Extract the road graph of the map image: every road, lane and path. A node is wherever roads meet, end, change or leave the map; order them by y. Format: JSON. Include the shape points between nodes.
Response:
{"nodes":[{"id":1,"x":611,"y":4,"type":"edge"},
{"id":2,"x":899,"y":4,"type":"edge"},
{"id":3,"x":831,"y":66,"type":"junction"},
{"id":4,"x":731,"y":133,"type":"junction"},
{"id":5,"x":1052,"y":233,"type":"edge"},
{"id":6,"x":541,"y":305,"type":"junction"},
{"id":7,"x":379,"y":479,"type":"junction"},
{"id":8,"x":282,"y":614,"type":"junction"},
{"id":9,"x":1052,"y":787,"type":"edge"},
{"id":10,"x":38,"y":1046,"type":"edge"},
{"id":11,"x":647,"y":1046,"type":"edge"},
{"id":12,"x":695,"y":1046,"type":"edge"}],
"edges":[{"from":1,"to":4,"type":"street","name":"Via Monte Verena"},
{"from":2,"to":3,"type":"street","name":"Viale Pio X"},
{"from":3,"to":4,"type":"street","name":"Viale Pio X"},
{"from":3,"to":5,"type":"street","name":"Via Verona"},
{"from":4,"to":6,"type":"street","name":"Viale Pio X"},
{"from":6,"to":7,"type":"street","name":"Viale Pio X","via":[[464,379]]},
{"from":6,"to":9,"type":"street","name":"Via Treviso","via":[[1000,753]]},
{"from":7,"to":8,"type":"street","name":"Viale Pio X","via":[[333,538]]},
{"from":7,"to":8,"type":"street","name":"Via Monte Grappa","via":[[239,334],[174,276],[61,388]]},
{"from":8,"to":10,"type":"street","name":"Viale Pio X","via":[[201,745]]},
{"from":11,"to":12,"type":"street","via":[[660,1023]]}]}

WHAT TO DO:
Look for the string "Viale" in the entries above. Copy every line that has it.

RESPONSE AREA:
{"from":2,"to":3,"type":"street","name":"Viale Pio X"},
{"from":3,"to":4,"type":"street","name":"Viale Pio X"},
{"from":4,"to":6,"type":"street","name":"Viale Pio X"},
{"from":6,"to":7,"type":"street","name":"Viale Pio X","via":[[464,379]]},
{"from":7,"to":8,"type":"street","name":"Viale Pio X","via":[[333,538]]},
{"from":8,"to":10,"type":"street","name":"Viale Pio X","via":[[201,745]]},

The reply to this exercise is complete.